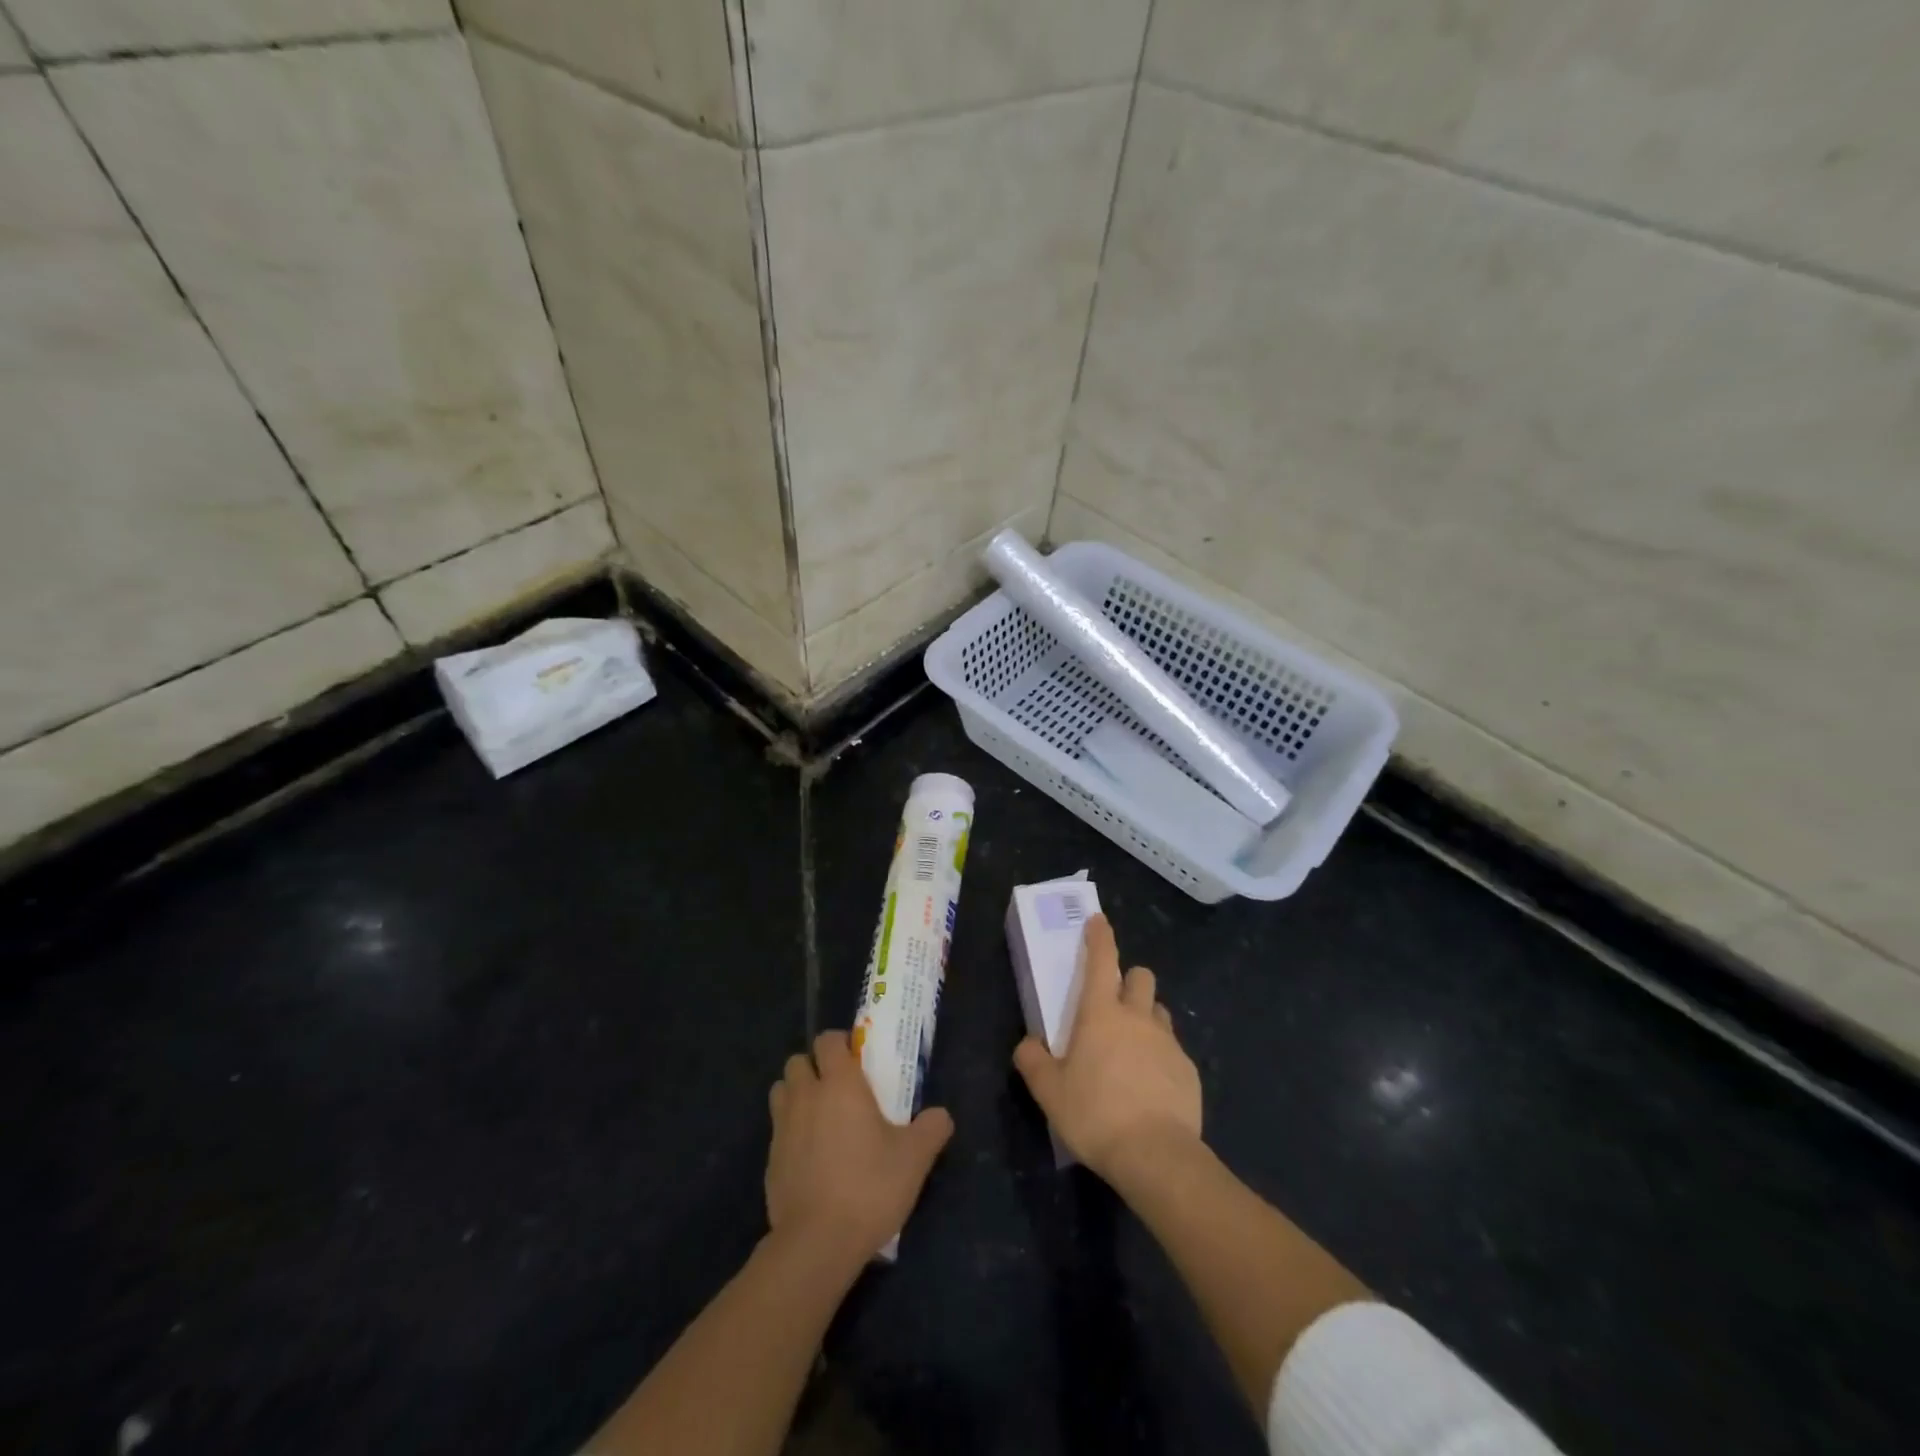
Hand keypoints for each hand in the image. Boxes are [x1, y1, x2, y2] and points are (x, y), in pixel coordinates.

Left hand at [766, 1030, 954, 1267]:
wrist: (817, 1243)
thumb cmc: (869, 1187)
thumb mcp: (914, 1158)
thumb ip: (932, 1129)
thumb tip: (941, 1116)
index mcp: (839, 1084)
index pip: (828, 1040)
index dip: (841, 1043)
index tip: (858, 1060)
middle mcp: (806, 1096)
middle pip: (798, 1061)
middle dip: (814, 1067)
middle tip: (838, 1088)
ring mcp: (782, 1127)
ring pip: (781, 1091)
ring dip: (797, 1094)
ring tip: (820, 1116)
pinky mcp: (769, 1160)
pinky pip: (777, 1129)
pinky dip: (790, 1131)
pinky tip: (811, 1157)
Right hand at [1013, 914, 1202, 1181]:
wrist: (1156, 1156)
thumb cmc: (1095, 1114)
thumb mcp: (1049, 1092)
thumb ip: (1033, 1062)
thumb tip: (1027, 1045)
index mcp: (1101, 1014)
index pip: (1101, 959)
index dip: (1100, 936)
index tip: (1098, 921)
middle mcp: (1137, 1017)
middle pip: (1140, 976)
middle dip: (1128, 980)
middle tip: (1113, 1005)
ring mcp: (1168, 1042)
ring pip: (1158, 1012)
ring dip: (1145, 1017)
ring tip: (1131, 1049)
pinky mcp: (1188, 1070)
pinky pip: (1173, 1050)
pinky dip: (1161, 1057)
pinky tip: (1150, 1087)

· · · · ·

__WORK ORDER__: From the first line above through the line containing "middle pip: (798, 1061)", copy everything exactly, without the pictures.

__EXPECTED OUTPUT__:
Hand keypoints for each hand in the image. Boxes are [x1, y1, x2, y2] and points are (x, y), in pixel coordinates.

Left hand at [766, 1030, 954, 1267]:
wrist: (817, 1243)
thumb cmc: (869, 1187)
thumb mcp: (914, 1158)
thumb ip: (932, 1129)
thumb tip: (941, 1116)
index mcp: (839, 1084)
index pip: (828, 1040)
index dip: (841, 1043)
index tip: (858, 1060)
middle mcp: (806, 1096)
middle pip: (798, 1061)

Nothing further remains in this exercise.